Interpretive Summary: In many cultured fish species, such as salmonids, gonadal development occurs at the expense of stored energy and nutrients, including lipids. As a part of this repartitioning of nutrients, the quality of the fillet is decreased so that nutrients including omega-3 fatty acids, can be deposited into the eggs. Thus, these events are important to hatcheries interested in producing high quality eggs, and producers of large fish who are interested in the production of high quality fillets. However, mechanisms regulating this nutrient repartitioning during sexual maturation are not well understood. We investigated effects of ration level and sexual maturation on expression of 35 genes involved in fatty acid metabolism. Gene expression profiles were assessed in liver, white muscle, and visceral adipose tissue of sexually maturing, normal diploid female rainbow trout fed low, medium, and high amounts of feed. Additionally, triploid female trout which have three sets of chromosomes instead of two sets as in normal diploid fish, were fed at the medium ration for comparison to diploid females fed at the same ration. Triploids are sterile and do not grow large ovaries and therefore do not need to repartition nutrients. Gene expression was affected by ration level only in white muscle. On the other hand, sexual maturation affected gene expression across all three tissue types, indicating enhanced fatty acid mobilization within all three tissues during sexual maturation. Furthermore, increased gene expression across ration levels in diploid compared with triploid females suggests that maturation-associated hormonal signals, such as the sex steroid estrogen, may regulate these effects. This information can be used by rainbow trout producers to determine when to harvest large food-fish before maturation affects fillet quality, and provides information that can assist development of diet formulations or feeding strategies to maximize fillet or egg quality.
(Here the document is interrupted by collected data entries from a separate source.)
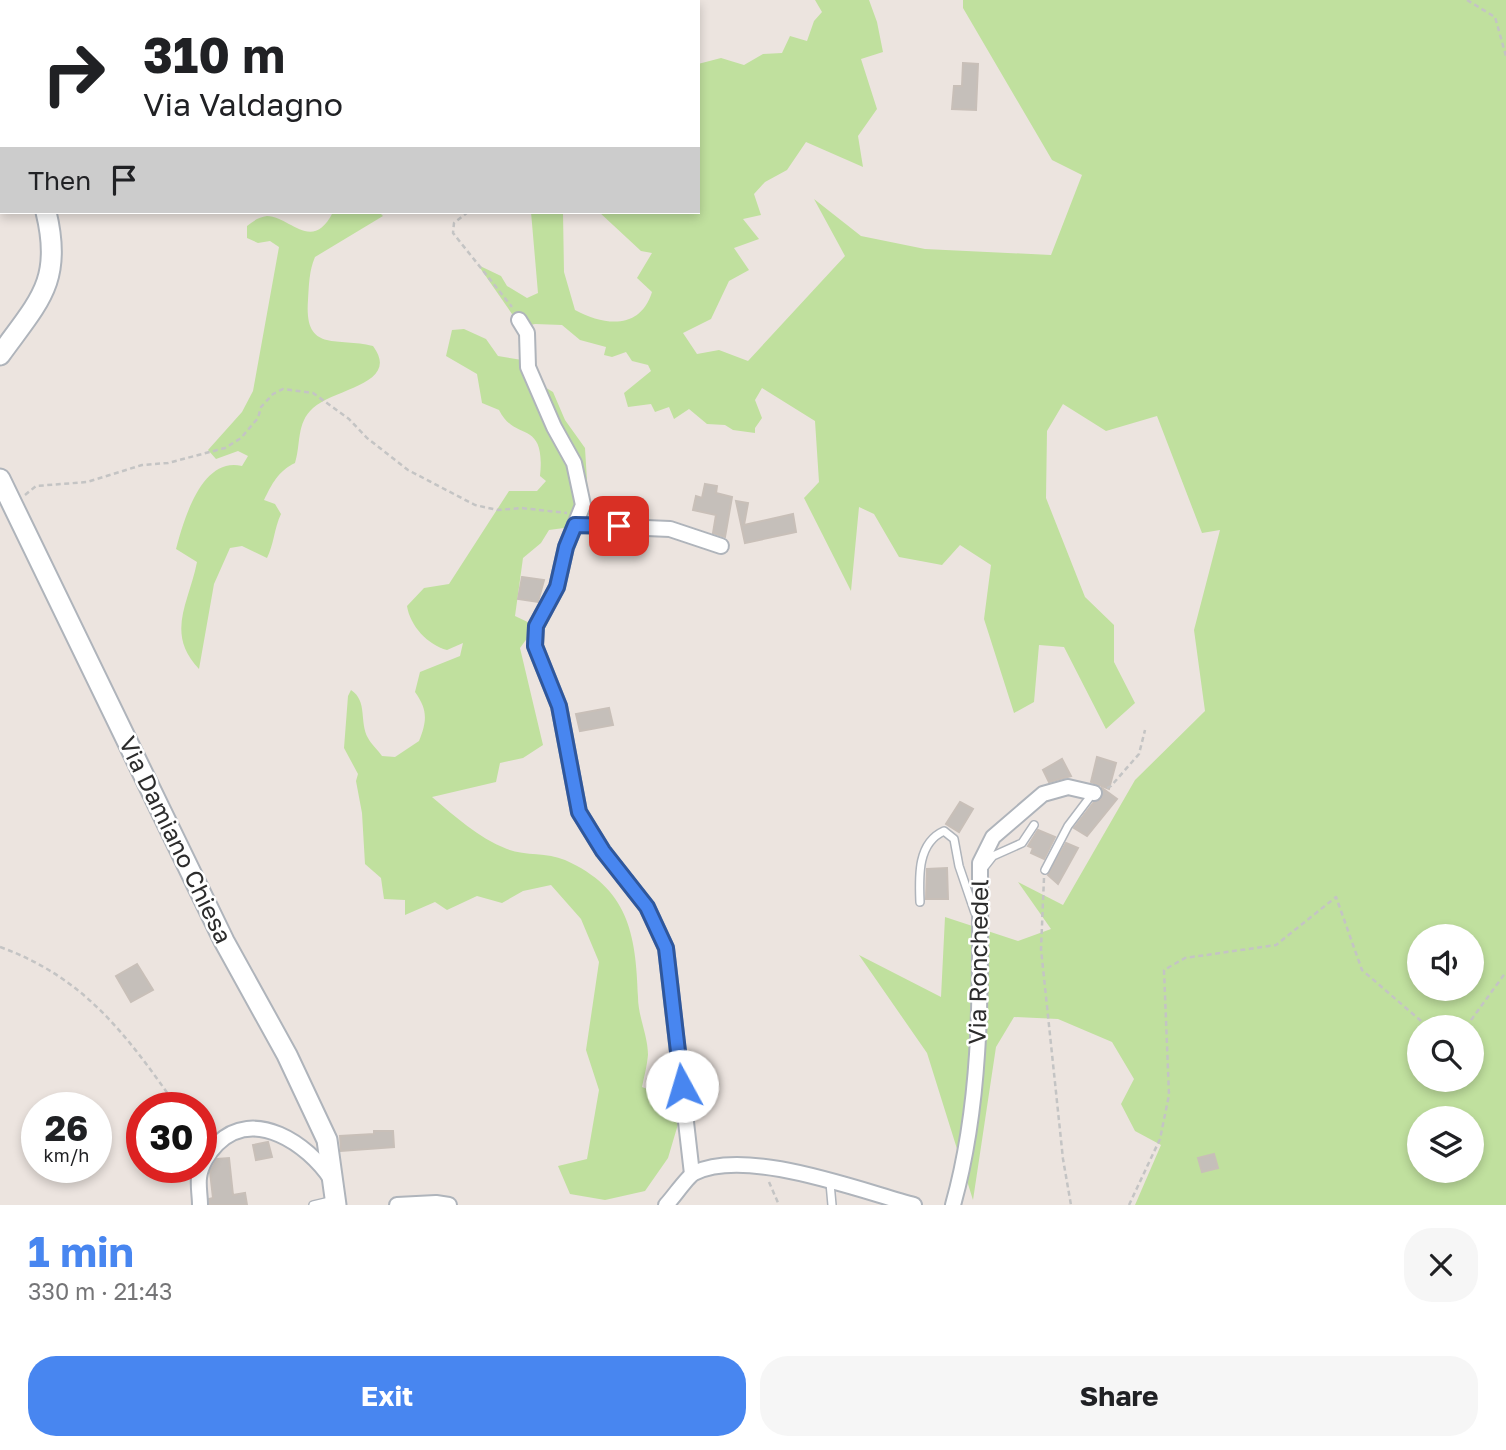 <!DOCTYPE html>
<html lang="en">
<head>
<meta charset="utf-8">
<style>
  body { margin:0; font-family:"Golos Text",sans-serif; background:#f6f6f6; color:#202124; height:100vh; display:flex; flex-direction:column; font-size:26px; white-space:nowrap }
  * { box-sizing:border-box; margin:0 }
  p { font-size:23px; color:#757577 }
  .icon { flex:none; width:38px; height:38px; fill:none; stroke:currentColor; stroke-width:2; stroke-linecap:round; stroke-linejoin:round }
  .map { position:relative; height:1205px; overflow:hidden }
  .sheet { display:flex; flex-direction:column; background:#fff; flex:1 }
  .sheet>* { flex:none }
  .hud { position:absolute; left:0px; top:0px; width:700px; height:214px; box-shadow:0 4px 10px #0003; background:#fff; color:#202124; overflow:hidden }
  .controls { position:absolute; left:1407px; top:924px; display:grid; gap:14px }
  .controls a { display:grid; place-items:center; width:77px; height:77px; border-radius:50%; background:#fff; box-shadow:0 4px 10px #0003; font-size:35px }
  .speed { position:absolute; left:21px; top:1092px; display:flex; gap:14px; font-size:35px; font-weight:700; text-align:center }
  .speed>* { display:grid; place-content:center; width:91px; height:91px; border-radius:50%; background:#fff; box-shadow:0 4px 10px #0003; line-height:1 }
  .speed small { font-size:18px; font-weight:400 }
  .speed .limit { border:10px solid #d22; background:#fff; color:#111 }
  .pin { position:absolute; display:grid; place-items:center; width:60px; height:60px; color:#fff; margin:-30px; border-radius:14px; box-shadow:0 4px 10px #0006 }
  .me { position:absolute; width:77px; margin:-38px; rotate:354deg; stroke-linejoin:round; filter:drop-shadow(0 0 5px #0008) }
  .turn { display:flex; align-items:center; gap:24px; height:147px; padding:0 28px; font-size:32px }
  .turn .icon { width:91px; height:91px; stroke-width:2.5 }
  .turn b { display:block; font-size:49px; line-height:60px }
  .then { display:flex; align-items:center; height:66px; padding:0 28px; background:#0003; gap:14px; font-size:26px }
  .round { display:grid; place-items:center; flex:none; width:74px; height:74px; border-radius:28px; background:#f6f6f6 }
  .headline { display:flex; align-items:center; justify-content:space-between; height:119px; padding:0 28px }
  h1 { font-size:42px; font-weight:700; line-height:52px; color:#4886f0 }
  .action { display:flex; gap:14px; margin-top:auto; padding:14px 28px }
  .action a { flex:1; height:80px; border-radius:28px; background:#4886f0; color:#fff; font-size:28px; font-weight:700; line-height:80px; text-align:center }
  .action a+a { background:#f6f6f6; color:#202124 }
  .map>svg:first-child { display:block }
</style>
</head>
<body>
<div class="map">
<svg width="1506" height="1205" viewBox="0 0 1506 1205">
  <rect width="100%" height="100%" fill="#ece4df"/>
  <g fill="#c0e09e" fill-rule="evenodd">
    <path d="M328,0H578L579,2H329Z"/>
    <path d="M815,0H869L877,22L883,52L861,59L877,109L858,136L863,167L806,142L787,170L765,182L754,194L761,215L743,219L759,239L734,248L749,270L729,281L711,319L683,333L697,354L719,350L748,361L845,256L814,199L861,236L925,249L1051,255L1082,175L1052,160L963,8V0H1506V1205H1135L1161,1145L1135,1131L1121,1104L1134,1079L1112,1042L1058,1019L1014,1017L996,1047L973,1200L927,1053L859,955L941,997L945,917L1018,941L1051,929L1018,882L1063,905L1135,780L1205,711L1194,630L1220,530L1202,533L1157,416L1106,431L1063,404L1047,431L1046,498L1085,597L1114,625V662L1135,703L1106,729L1064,647L1039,645L1034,702L1014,713L984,619L991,565L960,545L942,565L899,557L874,514L859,507L851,591L804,498L819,482L815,421L762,388L755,400L762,418L755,428V433L733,430L725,425L707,424L689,409L674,419L669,407L655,412L651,404L628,407L624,393L651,371L648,365L632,361L626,352L612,357L604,355L606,347L580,340L562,325L535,324L517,328L512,314L478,265L501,276L507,286L527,298L538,293L531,212H563L564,272L575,310C605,326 640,330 652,292L637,278L652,253L641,251L599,212H698V64L721,58L744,65L763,54L782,53L790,36L807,41L814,21L822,12ZM1419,936H1472V989H1419ZM1419,1027H1472V1080H1419ZM1419,1118H1472V1171H1419Z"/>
    <path d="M333,212H379L383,216L315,257C309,271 309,285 308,300C304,353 335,337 373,346C401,384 336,388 313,408C296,423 301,445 295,463C278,471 272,484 264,500L275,504L281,514C274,529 274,544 267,558L242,546L230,548L214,584L199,669C165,633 189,603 197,562L176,549C184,519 202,456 242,466L248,456L238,451L216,459L208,450L242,412L253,391L279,247L270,241L258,243L247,238V226C253,221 259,217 267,216C290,216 312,254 333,212Z"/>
    <path d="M464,329L486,339L498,356L522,360L533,380L553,392L565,420L585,448L589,513L579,526L549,530L541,543L523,558L515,616L536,626L520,648L543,745L523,758L500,763L496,782L432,797C456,817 477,837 507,849C525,856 547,852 565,860C628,888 636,933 638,997C638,1016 648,1036 648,1055C647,1066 644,1077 642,1087L684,1104L668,1158L645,1191L605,1200L570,1194L558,1166L587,1159L599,1090L586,1050L599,962L581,919L551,885L523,891L502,903L477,896L447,910L435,902L405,915V900L384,899L381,878L365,864L362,813L356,781L358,774L344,748L348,696L351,690C368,701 359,722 368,738C371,744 378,750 382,756L395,757L419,741C427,721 428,710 415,692L420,672L460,656L463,643L447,650C428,645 410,626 407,606L424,588L449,584L509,491H537L546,481L540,476C546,418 515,443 499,410L482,403L477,374L446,356L452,330Z"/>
  </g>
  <g fill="#c5bfba" stroke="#c8bfb8" stroke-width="2">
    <path d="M963,63L978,64L976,110L952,109L954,86H962Z"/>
    <path d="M705,484L717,486L716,493L732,497L725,537L713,533L716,515L693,510L696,496L702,498Z"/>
    <path d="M736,501L748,503L744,525L793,514L796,532L745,543Z"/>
    <path d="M522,577L544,580L538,602L518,599Z"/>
    <path d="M609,708L613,725L580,731L576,714Z"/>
    <path d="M1097,757L1116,763L1109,789L1091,782Z"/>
    <path d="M1062,759L1071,776L1049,782L1043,770Z"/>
    <path d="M1102,788L1117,799L1087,836L1074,828L1094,802L1101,799Z"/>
    <path d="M960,802L973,809L959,832L946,824Z"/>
    <path d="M1038,830L1055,837L1044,859L1031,853L1033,848L1028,846Z"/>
    <path d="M1066,843L1078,848L1058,884L1048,875Z"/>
    <path d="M947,868L948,899H926L927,869Z"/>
    <path d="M137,964L153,990L131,1002L116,976Z"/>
    <path d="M374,1131H393L394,1147L341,1151L340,1136L374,1134Z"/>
    <path d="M268,1142L272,1157L256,1160L253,1145Z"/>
    <path d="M1214,1154L1218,1168L1202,1172L1198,1158Z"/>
    <path d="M229,1158L233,1195L245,1193L247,1205H210L209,1199L213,1198L210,1172L217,1159Z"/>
  </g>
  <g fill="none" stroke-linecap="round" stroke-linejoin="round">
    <g stroke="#afb4bb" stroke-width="10">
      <g id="lane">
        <path d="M982,870L993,856L1022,843L1034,825"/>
        <path d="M1045,870L1068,826L1093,793"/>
        <path d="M920,902C919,877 917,843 944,831L954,839L959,866L975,913"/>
        <path d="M830,1183L832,1205"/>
        <path d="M313,1205L334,1200"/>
      </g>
    </g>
    <g stroke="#afb4bb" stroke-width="18">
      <g id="street">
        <path d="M519,320L527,333L528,367L554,427L574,463L583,505L566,547L557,587L536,626L535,646L559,706L579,812L603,851L647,907L666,948L692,1174"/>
        <path d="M575,525L670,529L721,546"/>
        <path d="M200,1205C200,1196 198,1186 199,1178C200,1166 209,1152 217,1144C254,1107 308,1144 331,1179"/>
        <path d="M397,1205L436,1203L449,1205"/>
        <path d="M666,1205C673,1198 687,1177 694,1173C746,1147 858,1190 914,1205"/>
        <path d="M953,1205C984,1094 980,977 980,863L993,837L1043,794L1068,787L1094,793"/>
      </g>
    </g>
    <g stroke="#afb4bb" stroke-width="23">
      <g id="secondary">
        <path d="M0,149L2,150"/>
        <path d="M0,355C39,301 63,281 46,212"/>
        <path d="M0,479L224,941L287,1055L327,1140L336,1205"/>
      </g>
    </g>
    <g stroke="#c4c4c4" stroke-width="2.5" stroke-dasharray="5 3.5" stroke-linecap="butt">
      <path d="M1467,0L1495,17L1506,56"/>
      <path d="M529,2V0"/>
      <path d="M468,212L454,223L453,233L512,307"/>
      <path d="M25,495L36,486L87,482L142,465L168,463L225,448L241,438L258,418L261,407L273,394L283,389L313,393L349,419L367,438L408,470L475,505L498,510L521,508L567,513"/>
      <path d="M1107,788L1111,786L1139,754L1145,730"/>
      <path d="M1044,878L1041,949L1063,1159L1071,1205"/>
      <path d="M0,947C86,978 127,1036 178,1108"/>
      <path d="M1466,1027L1506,972"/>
      <path d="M201,1125L215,1130"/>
      <path d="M769,1182L779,1205"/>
      <path d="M1129,1205L1160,1139L1169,1095L1164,970L1185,958L1276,945L1336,897L1362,970L1428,1027"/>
    </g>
    <use href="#lane" stroke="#fff" stroke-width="7"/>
    <use href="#street" stroke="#fff" stroke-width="14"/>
    <use href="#secondary" stroke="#fff" stroke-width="19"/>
  </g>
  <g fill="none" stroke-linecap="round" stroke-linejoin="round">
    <g stroke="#2f579c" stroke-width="18">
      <path id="route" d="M619,526L575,525L566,547L557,587L536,626L535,646L559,706L579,812L603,851L647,907L666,948L682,1086"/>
    </g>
    <use href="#route" stroke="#4886f0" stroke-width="12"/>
  </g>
  <g text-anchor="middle" stroke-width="5" stroke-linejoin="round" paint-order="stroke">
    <g font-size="24" fill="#2c2c2c" stroke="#fff">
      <text transform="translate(175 840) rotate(64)" y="8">Via Damiano Chiesa</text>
      <text transform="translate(979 962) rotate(-89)" y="8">Via Ronchedel</text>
    </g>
  </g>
</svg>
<div class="controls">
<a><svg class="icon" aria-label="sound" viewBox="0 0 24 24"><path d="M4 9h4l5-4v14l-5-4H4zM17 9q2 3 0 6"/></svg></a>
<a><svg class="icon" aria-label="search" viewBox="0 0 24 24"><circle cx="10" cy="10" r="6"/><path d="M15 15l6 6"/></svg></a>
<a><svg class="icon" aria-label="layers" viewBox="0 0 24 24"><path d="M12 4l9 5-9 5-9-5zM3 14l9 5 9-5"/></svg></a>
</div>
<div class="speed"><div>26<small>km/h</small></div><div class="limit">30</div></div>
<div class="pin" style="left:619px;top:526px;background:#d93025"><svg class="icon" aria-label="arrive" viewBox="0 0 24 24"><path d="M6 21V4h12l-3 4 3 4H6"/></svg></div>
<svg class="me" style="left:682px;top:1086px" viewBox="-20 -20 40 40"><circle r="19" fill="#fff"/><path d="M0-13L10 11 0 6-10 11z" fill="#4886f0"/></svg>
<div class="hud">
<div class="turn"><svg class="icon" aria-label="right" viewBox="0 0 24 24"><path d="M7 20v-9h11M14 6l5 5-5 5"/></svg><div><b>310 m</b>Via Valdagno</div></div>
<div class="then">Then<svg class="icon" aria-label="arrive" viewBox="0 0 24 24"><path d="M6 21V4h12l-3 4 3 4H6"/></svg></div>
</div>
</div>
<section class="sheet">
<div class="headline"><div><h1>1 min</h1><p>330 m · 21:43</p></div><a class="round"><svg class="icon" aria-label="close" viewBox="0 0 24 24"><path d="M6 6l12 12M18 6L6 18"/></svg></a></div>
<div class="action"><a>Exit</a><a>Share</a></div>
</section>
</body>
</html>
Technical Abstract: In many cultured fish species, such as salmonids, gonadal development occurs at the expense of stored energy and nutrients, including lipids. However, mechanisms regulating nutrient repartitioning during sexual maturation are not well understood. This study investigated effects of ration level and sexual maturation on expression of 35 genes involved in fatty acid metabolism, including genes within fatty acid synthesis, beta-oxidation, and cofactors of the mTOR and PPAR signaling pathways. Gene expression profiles were assessed in liver, white muscle, and visceral adipose tissue of sexually maturing, diploid (2N) female rainbow trout fed at 0.25 and 0.50% of tank biomass/day and to apparent satiation. Additionally, sterile triploid (3N) female trout were fed at 0.50% of tank biomass/day for comparison to 2N females fed at the same ration level. Gene expression was affected by ration level only in white muscle; erk and acat2 were increased in fish fed higher rations. On the other hand, sexual maturation affected gene expression across all three tissue types. Data indicate 2N fish have increased expression of beta-oxidation genes within white muscle and within visceral adipose tissue. These findings support enhanced fatty acid mobilization within these tissues during sexual maturation. Increased expression of fatty acid synthesis genes in 3N female liver is associated with increased expression of mTOR cofactors and ppar-gama, which reflects continued deposition of lipids in these fish. Furthermore, increased expression of genes involved in beta-oxidation pathways across ration levels in 2N females suggests that maturation-associated hormonal signals, such as estrogen, may regulate these effects.